===== MATERIAL PROVIDED =====

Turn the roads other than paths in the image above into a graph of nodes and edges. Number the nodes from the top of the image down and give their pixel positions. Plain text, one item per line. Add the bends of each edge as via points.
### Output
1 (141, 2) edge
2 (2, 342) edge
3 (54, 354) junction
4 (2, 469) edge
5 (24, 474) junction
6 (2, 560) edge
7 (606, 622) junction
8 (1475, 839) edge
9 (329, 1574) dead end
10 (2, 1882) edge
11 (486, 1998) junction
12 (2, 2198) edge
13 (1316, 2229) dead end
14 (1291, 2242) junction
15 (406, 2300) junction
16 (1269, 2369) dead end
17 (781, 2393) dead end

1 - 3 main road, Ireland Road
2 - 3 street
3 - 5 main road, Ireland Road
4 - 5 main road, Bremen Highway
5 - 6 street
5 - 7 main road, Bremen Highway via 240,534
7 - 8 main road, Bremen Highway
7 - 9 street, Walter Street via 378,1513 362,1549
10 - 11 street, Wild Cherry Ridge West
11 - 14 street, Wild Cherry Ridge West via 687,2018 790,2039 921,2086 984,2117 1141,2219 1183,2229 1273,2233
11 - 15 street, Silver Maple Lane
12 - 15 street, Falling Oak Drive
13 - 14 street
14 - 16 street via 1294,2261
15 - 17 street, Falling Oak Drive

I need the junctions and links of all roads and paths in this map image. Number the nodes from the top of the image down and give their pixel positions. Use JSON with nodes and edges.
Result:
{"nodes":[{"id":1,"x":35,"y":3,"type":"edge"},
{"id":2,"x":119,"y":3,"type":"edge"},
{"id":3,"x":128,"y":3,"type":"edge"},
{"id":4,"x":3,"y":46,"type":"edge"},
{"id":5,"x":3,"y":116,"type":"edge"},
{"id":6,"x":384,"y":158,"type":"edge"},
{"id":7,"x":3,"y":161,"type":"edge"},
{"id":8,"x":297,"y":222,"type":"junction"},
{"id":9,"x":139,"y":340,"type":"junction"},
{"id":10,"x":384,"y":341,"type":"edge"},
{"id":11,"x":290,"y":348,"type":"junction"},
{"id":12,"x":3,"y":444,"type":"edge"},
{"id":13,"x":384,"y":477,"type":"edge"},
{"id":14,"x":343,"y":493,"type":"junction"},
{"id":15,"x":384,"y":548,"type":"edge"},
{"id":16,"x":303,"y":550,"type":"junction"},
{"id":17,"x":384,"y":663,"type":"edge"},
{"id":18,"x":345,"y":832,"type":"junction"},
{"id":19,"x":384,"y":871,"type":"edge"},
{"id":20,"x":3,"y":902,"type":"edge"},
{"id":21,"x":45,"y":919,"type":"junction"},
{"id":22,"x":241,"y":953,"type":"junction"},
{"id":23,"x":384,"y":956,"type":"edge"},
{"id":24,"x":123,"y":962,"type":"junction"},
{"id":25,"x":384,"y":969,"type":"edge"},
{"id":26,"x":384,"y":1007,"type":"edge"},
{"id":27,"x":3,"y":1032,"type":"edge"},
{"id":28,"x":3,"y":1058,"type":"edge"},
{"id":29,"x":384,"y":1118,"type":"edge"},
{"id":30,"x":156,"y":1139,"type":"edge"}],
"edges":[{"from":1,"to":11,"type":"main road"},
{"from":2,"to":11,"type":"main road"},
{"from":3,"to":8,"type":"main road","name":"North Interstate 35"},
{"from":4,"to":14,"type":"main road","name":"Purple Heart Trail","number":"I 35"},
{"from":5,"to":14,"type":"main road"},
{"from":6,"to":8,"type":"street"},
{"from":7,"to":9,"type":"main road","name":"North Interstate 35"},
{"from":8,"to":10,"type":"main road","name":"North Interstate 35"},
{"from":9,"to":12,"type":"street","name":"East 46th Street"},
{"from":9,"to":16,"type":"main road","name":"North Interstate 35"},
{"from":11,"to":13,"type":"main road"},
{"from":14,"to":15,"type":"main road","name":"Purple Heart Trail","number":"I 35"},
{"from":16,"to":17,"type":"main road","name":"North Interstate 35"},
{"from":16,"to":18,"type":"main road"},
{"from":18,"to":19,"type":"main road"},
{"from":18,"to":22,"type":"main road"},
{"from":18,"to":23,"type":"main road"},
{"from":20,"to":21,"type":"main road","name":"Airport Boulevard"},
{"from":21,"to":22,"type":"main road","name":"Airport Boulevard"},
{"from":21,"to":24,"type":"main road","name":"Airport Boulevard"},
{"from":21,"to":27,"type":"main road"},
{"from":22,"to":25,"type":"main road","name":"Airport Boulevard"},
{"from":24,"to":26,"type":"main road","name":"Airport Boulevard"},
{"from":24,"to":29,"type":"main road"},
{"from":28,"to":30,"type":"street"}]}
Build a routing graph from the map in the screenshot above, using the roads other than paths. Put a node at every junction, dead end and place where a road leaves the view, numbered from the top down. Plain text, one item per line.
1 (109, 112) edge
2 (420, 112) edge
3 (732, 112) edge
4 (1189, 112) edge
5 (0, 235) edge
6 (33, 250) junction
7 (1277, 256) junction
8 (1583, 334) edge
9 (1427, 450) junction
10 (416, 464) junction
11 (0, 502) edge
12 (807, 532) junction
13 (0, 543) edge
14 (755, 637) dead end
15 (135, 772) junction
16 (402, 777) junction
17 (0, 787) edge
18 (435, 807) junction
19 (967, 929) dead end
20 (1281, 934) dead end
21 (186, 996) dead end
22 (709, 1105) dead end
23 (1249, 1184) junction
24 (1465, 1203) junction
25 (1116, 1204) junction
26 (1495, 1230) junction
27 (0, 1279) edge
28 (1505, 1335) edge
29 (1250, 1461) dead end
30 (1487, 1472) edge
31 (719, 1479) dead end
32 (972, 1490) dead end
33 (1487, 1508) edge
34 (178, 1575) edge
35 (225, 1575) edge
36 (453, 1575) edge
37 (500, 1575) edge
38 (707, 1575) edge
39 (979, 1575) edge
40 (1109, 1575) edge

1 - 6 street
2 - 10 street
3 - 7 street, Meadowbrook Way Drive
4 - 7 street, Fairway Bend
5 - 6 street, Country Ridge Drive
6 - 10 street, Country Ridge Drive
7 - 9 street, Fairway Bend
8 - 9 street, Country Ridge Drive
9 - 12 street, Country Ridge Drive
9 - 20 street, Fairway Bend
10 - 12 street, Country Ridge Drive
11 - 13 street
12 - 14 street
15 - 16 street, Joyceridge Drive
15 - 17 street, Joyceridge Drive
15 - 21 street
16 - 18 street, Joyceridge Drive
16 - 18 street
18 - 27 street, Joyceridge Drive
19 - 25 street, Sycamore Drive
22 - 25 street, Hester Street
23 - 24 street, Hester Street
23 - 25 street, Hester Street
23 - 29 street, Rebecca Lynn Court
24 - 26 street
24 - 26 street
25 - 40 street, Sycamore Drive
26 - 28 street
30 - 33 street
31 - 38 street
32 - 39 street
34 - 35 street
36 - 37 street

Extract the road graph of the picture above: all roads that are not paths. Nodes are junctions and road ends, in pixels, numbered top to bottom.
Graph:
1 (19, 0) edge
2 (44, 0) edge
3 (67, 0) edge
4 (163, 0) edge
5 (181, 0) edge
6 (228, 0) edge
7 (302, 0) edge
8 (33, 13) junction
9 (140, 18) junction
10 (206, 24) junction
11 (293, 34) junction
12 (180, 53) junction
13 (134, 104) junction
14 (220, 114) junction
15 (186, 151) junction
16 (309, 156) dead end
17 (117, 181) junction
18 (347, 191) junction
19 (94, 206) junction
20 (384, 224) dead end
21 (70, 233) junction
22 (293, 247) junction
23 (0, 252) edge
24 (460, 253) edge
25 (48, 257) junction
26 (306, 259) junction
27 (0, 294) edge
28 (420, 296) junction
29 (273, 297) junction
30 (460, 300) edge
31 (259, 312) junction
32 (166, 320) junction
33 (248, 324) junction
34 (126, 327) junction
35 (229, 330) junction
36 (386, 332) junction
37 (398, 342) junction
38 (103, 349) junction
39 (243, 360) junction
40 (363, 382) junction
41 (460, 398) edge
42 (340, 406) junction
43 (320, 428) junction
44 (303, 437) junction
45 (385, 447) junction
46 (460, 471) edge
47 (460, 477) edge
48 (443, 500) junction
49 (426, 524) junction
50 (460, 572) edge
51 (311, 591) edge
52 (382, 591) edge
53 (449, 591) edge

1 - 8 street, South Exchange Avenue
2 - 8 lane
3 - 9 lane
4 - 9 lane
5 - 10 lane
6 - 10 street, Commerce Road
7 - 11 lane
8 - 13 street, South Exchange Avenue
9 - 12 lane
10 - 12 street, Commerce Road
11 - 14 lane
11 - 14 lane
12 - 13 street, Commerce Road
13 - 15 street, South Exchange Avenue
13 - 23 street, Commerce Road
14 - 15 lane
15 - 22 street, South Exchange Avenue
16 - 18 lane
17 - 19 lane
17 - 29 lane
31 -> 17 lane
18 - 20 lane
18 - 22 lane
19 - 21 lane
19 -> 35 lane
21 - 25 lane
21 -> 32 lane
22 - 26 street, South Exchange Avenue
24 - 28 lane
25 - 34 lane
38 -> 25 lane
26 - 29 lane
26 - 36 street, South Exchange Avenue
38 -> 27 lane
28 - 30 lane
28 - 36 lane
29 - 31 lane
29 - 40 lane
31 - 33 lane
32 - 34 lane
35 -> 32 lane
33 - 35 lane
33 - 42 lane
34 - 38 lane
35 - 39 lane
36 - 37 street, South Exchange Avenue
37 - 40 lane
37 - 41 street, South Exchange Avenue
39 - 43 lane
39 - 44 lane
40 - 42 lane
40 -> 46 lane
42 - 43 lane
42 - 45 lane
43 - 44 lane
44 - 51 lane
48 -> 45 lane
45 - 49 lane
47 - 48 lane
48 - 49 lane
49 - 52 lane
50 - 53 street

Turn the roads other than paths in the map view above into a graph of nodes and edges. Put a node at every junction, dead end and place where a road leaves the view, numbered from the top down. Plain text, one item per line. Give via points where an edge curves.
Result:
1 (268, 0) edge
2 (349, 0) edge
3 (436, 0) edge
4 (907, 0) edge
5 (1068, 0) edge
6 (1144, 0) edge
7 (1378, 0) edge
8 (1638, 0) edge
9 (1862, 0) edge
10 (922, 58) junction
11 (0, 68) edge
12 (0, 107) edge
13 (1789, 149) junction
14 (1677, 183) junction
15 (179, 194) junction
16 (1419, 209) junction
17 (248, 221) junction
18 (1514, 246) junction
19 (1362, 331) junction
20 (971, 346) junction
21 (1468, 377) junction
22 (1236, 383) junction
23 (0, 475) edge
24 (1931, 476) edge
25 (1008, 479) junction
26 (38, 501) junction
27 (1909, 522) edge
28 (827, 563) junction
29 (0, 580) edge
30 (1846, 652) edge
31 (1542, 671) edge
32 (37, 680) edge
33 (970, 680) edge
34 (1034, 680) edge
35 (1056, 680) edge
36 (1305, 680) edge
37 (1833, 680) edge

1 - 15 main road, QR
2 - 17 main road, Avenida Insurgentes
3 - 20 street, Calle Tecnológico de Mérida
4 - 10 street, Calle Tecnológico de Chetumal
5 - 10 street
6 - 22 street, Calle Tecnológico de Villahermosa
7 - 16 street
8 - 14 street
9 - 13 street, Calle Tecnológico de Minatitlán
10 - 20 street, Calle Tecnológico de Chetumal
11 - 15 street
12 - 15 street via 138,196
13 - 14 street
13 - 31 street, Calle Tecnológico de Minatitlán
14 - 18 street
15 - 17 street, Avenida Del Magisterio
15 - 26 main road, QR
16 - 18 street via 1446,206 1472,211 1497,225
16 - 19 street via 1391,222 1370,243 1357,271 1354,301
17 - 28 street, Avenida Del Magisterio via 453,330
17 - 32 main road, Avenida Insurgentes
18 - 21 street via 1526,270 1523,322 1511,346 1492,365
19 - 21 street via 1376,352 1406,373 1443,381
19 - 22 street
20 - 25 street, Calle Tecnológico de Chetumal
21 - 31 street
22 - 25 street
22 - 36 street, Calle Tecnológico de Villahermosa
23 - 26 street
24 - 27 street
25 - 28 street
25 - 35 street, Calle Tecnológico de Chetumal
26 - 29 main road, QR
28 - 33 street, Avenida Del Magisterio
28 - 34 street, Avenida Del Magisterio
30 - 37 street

=====

EXERCISE: Could you copy out every line in the material above that contains the string "Falling"?

RESPONSE TO THE TASK:
12 - 15 street, Falling Oak Drive
15 - 17 street, Falling Oak Drive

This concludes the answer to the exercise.